Input material Start Marker

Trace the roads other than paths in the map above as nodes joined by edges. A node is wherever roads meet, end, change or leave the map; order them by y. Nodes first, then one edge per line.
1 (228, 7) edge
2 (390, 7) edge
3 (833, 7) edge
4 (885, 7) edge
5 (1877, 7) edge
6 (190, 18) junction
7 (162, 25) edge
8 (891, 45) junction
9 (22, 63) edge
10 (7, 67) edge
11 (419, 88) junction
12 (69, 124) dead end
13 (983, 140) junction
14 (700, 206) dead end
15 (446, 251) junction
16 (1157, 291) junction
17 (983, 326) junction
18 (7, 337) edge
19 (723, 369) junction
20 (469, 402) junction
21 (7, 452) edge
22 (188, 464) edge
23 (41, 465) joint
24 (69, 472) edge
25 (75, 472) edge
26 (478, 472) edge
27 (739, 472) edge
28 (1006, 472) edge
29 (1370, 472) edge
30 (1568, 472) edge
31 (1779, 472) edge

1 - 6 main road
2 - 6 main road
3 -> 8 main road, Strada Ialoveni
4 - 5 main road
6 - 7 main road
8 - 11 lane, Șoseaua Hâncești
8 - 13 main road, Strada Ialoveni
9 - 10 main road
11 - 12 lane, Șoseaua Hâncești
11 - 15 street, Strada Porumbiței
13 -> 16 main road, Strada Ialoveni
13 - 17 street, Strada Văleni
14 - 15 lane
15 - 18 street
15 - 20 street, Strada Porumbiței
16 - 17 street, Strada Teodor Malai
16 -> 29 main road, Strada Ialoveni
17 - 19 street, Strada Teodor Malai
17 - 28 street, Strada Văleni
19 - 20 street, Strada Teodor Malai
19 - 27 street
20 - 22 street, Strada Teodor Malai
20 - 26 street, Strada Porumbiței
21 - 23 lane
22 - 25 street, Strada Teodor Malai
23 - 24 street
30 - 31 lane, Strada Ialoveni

Input material End Marker

Return the records above in their entirety, exactly as they appear.

Trace the roads other than paths in the map above as nodes joined by edges. A node is wherever roads meet, end, change or leave the map; order them by y. Nodes first, then one edge per line.
1 (228, 7) edge
2 (390, 7) edge
3 (833, 7) edge
4 (885, 7) edge
5 (1877, 7) edge
6 (190, 18) junction
7 (162, 25) edge
8 (891, 45) junction
9 (22, 63) edge
10 (7, 67) edge
11 (419, 88) junction
12 (69, 124) dead end
13 (983, 140) junction
14 (700, 206) dead end
15 (446, 251) junction
16 (1157, 291) junction
17 (983, 326) junction
18 (7, 337) edge
19 (723, 369) junction
20 (469, 402) junction
21 (7, 452) edge
22 (188, 464) edge
23 (41, 465) joint
24 (69, 472) edge
25 (75, 472) edge
26 (478, 472) edge
27 (739, 472) edge
28 (1006, 472) edge
29 (1370, 472) edge
30 (1568, 472) edge
31 (1779, 472) edge

1 - 6 main road
2 - 6 main road
3 -> 8 main road, Strada Ialoveni
4 - 5 main road
6 - 7 main road
8 - 11 lane, Șoseaua Hâncești
8 - 13 main road, Strada Ialoveni
9 - 10 main road
11 - 12 lane, Șoseaua Hâncești
11 - 15 street, Strada Porumbiței
13 -> 16 main road, Strada Ialoveni
13 - 17 street, Strada Văleni
14 - 15 lane
15 - 18 street
15 - 20 street, Strada Porumbiței
16 - 17 street, Strada Teodor Malai
16 -> 29 main road, Strada Ialoveni
17 - 19 street, Strada Teodor Malai
17 - 28 street, Strada Văleni
19 - 20 street, Strada Teodor Malai
19 - 27 street
20 - 22 street, Strada Teodor Malai
20 - 26 street, Strada Porumbiței
21 - 23 lane
22 - 25 street, Strada Teodor Malai
23 - 24 street
30 - 31 lane, Strada Ialoveni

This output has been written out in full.